I honestly look at this as a relatively straight forward investment case surrounded by a lot of TV pundits and fatigued investors fueling commentary that’s not reflective of having taken time the time to understand the business.  They have great underlying assets and I haven’t hyped them before now but as an entry point following earnings we’ll be at a point where you have a pretty clear line of sight on the turn around and I’m calling it (post earnings).

#FreeCVM #FreeTurd #2007-2017

why wait post earnings then, everything looks good. limited downside

"You want a quote? Haven’t I written enough already???"

RIP

igor555 wrote:

why wait post earnings then, everything looks good. limited downside

Entry point, any last kitchen sink charges will be rolled out by mgmt this quarter.  Keep in mind Flannery’s only been in since August so this is only his second results period, I’d expect any last conservative moves will be taken this quarter to set the stage for better comps.  Fundamentals are there though.

#FreeCVM #FreeTurd #2007-2017

Who is still betting on Netflix? 

SportBiker wrote:

igor555 wrote:

the previous ceo and board have to go to jail for what they did to the company. its  a disgrace.

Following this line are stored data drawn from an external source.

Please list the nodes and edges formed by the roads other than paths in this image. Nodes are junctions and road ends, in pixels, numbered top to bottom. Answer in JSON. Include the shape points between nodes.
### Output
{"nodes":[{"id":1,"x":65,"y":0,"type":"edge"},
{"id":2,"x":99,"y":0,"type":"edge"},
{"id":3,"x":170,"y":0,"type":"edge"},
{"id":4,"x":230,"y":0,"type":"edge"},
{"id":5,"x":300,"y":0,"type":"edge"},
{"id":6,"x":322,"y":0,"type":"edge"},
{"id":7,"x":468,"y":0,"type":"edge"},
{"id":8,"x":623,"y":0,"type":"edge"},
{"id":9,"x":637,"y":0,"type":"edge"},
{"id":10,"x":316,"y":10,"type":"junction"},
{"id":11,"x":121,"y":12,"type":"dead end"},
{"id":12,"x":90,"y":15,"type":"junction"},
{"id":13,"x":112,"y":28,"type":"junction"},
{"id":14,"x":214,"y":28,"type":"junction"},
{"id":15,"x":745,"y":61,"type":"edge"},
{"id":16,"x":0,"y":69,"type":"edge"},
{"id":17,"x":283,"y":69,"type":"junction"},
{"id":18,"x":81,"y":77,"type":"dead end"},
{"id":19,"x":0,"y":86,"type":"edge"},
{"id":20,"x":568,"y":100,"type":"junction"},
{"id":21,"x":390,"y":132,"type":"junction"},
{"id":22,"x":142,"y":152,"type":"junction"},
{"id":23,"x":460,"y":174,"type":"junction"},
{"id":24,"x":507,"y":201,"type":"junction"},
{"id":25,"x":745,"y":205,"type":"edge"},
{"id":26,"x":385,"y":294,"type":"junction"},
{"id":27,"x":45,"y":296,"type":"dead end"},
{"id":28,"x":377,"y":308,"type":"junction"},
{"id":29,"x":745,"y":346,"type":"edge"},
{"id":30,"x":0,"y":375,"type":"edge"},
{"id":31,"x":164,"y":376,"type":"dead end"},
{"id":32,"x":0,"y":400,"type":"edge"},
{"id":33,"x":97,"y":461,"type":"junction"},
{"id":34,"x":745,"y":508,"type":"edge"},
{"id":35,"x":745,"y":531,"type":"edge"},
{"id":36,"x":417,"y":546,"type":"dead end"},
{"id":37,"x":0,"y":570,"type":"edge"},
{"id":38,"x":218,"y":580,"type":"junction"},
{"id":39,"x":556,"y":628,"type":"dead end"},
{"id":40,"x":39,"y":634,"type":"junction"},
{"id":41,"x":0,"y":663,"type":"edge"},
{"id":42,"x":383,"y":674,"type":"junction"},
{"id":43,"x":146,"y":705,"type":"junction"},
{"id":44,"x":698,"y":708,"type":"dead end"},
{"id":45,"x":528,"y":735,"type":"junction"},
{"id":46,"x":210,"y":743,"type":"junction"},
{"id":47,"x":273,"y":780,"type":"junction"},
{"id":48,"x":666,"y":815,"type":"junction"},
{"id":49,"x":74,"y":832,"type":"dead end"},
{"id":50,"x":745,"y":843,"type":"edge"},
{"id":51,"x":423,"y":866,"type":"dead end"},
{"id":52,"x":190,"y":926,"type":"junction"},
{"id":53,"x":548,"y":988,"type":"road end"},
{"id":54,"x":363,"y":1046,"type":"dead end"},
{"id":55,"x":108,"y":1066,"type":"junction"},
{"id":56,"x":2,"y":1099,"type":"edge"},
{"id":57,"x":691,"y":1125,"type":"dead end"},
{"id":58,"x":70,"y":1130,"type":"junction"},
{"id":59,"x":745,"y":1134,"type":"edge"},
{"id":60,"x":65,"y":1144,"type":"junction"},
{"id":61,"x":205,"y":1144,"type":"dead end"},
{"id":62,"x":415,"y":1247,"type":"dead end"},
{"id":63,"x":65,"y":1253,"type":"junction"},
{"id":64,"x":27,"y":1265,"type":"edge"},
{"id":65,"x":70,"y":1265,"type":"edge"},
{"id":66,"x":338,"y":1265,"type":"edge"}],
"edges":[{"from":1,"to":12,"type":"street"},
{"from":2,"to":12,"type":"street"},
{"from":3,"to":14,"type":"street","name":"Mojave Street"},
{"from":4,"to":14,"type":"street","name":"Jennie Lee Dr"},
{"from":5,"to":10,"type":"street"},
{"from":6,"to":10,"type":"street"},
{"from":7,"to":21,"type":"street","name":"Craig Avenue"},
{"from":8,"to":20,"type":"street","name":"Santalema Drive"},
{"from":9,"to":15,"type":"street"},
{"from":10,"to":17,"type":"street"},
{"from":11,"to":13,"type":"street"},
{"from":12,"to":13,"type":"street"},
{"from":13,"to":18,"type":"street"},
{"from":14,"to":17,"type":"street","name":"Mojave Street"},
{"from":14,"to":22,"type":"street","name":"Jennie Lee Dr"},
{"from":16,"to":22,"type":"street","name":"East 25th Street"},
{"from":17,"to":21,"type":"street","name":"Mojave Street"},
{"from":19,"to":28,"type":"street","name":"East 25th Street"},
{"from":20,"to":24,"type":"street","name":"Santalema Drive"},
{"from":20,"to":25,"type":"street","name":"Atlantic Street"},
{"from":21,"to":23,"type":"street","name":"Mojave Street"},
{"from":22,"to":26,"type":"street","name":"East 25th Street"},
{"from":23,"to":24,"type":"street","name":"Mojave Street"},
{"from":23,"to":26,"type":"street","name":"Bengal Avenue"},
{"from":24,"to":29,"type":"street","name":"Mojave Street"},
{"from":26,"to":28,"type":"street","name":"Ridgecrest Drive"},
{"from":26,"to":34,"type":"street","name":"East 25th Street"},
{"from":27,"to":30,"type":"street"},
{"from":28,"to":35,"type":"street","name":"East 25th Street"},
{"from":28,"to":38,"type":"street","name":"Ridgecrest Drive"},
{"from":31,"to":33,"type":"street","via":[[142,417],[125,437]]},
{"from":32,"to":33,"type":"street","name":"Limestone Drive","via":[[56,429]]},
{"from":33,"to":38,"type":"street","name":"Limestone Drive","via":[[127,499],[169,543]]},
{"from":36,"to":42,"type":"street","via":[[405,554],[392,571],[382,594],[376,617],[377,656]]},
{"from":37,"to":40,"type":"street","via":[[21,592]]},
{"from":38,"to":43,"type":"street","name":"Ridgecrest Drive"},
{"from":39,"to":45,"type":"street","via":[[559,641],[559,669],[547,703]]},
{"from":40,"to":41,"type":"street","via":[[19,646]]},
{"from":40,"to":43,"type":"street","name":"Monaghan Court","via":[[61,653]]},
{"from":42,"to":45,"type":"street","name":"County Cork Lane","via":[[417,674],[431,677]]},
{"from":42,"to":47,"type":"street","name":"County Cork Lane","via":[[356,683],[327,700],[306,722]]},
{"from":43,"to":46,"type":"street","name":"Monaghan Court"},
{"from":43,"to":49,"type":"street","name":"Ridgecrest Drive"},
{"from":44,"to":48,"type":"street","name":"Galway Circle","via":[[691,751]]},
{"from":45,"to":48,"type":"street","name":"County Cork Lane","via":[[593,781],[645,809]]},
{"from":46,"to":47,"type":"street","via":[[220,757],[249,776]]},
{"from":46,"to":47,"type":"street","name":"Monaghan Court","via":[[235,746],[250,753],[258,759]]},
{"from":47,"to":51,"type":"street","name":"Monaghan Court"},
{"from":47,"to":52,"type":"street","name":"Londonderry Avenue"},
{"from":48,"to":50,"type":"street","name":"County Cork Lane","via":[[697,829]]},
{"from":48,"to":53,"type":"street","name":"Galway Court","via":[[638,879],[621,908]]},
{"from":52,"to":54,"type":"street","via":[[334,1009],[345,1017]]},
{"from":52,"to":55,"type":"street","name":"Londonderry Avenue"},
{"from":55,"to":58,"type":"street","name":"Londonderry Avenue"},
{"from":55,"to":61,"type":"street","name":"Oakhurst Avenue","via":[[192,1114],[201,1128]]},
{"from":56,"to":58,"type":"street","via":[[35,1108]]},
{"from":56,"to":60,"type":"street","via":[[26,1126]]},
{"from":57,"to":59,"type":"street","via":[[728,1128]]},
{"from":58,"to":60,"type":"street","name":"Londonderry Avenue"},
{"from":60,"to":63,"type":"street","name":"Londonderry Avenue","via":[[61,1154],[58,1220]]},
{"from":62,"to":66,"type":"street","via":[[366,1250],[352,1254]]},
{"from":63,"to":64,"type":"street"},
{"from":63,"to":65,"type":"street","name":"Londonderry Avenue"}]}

Much like what nerdy does to this forum.

I like GE for a turnaround, but I want to know what they’re going to do about the pension issues. Plus I don’t think the stock has bottomed out yet. I’m still trying to time the market instead of DCAing, because these valuations give me indigestion.

motorsport!

how i feel about GE.

https://www.youtube.com/watch?v=Cc-BSxo_fmA

(Turn around, bright eyes!)
Every now and then I fall apart

with an sotp in the heart!

I love my cheese. I got to have my cheddar.

the case for GE is simple. just try and justify BA’s valuation and GE’s valuation at the same time. GE comes out the winner no matter how you look at it. BA’s valuation makes me wanna retch.